Health officials said Saturday that 194 people died from cholera in the Artibonite region, north of the Haitian capital of Port-au-Prince, and 14 others died in neighboring Central Plateau, according to reports monitored.
More than 50 inmates at a prison in Mirebalais, just north of Port-au-Prince, have been infected with cholera, and three inmates have died, according to the officials.
The officials also said at least five people tested positive for cholera in Port-au-Prince, where about 1.3 million survivors of the Jan. 12 earthquake packed in squalid camps, raising fears of a much larger health emergency.
UN officials said the five cases, the first confirmed in the capital since the epidemic started, were people who had become infected in the main outbreak zone of Artibonite before they traveled to the capital.
Experts were investigating possible cases in a suburb of the capital which could act as a transfer point of the epidemic as a widely-used bus station was located there, an official with Haiti's national water agency said.

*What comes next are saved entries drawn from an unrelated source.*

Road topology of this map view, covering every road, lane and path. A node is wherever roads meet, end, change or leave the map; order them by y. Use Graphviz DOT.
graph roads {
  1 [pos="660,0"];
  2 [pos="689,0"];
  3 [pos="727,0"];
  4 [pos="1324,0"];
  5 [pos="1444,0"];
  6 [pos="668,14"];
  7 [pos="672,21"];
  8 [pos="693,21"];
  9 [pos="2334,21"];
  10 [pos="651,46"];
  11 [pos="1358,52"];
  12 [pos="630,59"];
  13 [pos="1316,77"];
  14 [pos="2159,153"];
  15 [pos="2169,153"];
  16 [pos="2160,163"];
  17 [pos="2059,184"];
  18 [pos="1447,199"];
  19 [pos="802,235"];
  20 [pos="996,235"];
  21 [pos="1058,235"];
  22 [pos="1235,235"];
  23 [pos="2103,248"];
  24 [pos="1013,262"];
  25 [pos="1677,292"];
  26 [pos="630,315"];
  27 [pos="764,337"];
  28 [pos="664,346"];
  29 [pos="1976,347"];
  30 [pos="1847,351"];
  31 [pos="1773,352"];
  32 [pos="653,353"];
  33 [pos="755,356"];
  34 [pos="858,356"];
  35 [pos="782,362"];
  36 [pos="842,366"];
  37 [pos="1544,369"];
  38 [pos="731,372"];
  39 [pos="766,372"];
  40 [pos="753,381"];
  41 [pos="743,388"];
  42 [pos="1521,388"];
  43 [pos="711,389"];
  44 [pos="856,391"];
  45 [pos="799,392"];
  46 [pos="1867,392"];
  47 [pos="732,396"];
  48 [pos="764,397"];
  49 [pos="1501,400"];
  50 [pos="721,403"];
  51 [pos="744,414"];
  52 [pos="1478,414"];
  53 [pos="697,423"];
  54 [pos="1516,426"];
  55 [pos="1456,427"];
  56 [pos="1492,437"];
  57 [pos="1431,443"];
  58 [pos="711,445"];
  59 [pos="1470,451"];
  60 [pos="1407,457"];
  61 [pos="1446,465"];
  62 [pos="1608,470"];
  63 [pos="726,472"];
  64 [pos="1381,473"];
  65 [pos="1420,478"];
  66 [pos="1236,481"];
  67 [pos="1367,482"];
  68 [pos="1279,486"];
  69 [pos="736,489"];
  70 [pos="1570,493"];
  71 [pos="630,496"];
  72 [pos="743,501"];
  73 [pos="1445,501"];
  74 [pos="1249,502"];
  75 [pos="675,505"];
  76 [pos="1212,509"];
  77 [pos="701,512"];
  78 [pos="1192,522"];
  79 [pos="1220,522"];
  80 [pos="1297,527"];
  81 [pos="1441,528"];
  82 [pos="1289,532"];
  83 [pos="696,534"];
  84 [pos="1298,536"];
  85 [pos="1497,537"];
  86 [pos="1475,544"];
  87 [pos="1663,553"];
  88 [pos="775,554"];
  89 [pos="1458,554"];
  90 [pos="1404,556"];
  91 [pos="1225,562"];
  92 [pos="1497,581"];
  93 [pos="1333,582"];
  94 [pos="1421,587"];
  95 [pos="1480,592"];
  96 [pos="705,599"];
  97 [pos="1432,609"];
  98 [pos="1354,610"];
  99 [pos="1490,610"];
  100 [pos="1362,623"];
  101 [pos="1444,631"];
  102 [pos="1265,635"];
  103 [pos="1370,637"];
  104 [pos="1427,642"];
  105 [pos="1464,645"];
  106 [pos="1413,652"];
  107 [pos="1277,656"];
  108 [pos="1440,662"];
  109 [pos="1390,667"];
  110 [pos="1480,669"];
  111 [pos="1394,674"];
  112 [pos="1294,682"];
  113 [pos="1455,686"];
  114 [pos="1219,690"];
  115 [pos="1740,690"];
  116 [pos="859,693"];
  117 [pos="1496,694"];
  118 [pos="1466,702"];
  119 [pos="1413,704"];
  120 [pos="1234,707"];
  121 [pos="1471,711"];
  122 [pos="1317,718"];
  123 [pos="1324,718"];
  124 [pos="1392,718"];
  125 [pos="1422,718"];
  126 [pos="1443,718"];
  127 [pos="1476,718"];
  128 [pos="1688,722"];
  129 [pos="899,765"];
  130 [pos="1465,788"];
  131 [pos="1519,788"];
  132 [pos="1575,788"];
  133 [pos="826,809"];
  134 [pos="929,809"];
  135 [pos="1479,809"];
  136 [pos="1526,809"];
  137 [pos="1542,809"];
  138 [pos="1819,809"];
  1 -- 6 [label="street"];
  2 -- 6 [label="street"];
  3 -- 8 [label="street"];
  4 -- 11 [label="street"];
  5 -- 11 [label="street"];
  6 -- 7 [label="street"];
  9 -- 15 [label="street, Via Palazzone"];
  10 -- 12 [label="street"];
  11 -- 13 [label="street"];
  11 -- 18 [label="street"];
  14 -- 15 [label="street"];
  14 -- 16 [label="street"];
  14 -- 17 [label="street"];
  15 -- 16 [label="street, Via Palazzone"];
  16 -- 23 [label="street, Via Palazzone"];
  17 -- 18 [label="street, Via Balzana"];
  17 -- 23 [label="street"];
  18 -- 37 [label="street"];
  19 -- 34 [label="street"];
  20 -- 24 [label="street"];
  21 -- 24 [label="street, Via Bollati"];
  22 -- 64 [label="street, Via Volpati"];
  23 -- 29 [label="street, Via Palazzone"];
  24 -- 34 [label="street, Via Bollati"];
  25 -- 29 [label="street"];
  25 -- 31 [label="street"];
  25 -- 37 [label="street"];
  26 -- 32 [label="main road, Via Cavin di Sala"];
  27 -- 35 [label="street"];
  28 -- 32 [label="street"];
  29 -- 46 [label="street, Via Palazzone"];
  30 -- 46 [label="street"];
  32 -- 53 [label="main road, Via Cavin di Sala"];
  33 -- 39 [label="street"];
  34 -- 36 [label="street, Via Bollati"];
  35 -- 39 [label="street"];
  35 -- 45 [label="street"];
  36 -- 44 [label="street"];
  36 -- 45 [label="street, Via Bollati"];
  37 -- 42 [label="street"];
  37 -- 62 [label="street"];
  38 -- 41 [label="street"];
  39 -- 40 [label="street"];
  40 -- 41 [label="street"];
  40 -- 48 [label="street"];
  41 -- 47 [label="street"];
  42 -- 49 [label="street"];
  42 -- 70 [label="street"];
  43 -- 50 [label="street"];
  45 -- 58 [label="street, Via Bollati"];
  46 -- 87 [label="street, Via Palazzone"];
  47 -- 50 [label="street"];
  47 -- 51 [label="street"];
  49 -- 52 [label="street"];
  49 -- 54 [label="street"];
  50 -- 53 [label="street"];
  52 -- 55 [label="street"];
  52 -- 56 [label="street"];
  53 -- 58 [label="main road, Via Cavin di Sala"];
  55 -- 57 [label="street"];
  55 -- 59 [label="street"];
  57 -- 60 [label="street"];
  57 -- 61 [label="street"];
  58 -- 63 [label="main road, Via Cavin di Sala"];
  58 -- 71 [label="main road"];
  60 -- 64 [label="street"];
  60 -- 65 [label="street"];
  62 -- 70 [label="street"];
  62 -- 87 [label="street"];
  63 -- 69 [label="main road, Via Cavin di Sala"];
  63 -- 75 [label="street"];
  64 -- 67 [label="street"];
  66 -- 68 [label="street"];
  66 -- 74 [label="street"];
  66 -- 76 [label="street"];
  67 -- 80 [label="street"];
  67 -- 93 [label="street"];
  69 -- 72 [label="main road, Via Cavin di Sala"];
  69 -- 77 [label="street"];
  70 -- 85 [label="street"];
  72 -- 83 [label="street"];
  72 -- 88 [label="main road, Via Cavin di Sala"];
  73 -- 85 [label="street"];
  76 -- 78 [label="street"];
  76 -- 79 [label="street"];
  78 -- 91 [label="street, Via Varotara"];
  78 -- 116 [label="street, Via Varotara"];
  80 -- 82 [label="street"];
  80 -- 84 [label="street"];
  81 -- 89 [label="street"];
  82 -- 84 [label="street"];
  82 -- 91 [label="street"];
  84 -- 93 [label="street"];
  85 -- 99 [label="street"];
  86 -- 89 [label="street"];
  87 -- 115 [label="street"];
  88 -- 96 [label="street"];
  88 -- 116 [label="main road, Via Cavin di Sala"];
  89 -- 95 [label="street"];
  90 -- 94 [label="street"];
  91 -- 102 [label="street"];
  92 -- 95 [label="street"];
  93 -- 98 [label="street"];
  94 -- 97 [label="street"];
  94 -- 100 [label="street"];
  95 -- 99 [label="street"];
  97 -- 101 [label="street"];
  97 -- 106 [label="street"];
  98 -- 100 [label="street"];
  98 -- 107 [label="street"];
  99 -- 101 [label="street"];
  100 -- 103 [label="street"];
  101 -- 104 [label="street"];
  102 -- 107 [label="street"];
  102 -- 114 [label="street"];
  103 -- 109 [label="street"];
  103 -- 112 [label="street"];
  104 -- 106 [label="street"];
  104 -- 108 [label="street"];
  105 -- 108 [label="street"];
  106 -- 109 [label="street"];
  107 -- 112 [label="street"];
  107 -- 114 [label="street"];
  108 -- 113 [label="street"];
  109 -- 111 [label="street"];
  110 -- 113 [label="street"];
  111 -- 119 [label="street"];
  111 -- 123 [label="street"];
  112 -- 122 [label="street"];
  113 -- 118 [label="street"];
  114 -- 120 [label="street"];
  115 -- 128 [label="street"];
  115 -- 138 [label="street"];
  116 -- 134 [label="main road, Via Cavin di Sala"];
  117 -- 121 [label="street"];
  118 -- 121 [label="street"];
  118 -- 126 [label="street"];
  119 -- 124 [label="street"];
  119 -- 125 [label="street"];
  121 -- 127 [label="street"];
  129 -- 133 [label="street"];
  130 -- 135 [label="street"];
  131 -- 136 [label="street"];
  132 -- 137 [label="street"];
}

Haiti is now scrambling to contain the worst health emergency since the 7.0-magnitude earthquake in January killed about 250,000 people and also the first cholera epidemic in the country in a century.
Haitian President Rene Preval and Health Minister Alex Larsen visited the affected regions on Saturday, while the government said it was striving to provide clean water for residents.
Larsen has urged people to wash hands with soap, not to eat raw vegetables, boil all food and drinking water and avoid bathing in and drinking from rivers.
Aid groups are providing soap and water purification tablets and educating people in Port-au-Prince about the importance of washing hands.
On Friday, the Health Ministry asked the United Nations operations there to take charge in distributing medication that is being sent by international donors.
Cholera, a waterborne bacterial infection, is transmitted mainly through drinking contaminated water and unsanitary conditions. The Artibonite River, which irrigates Haiti's rural center and provides water for thousands of people, is believed to be contaminated.
Haitian health officials said severe floods and mud-rock flows triggered by recent heavy rains complicated efforts for aid groups to reach the cholera-affected areas.
The disasters have caused dozens of people dead or missing, acres of crops submerged, and many bridges and highways damaged.
For months, international aid organizations have warned that any outbreak of disease in Haiti could spread rapidly due to poor sanitary conditions in the camps where people have little access to clean water.
The cholera epidemic also caused concerns in neighboring Dominica, which has raised its vigilance to red level along its 360 km border line in a bid to prevent a spillover.
The international community has mobilized its resources to help the Haitian government respond to the outbreak of cholera, with medical supplies being provided and teams of health workers rushing to the affected area, a senior UN humanitarian official said in New York Friday.
Humanitarian agencies already have 300,000 doses of antibiotics in the country ready for distribution, Catherine Bragg, UN deputy emergency coordinator, told a news conference after returning from a visit to Haiti.
Some 10,000 boxes of water purification tablets, 2,500 jerry cans and the same number of buckets and hygiene kits are being distributed in the affected area, the official said.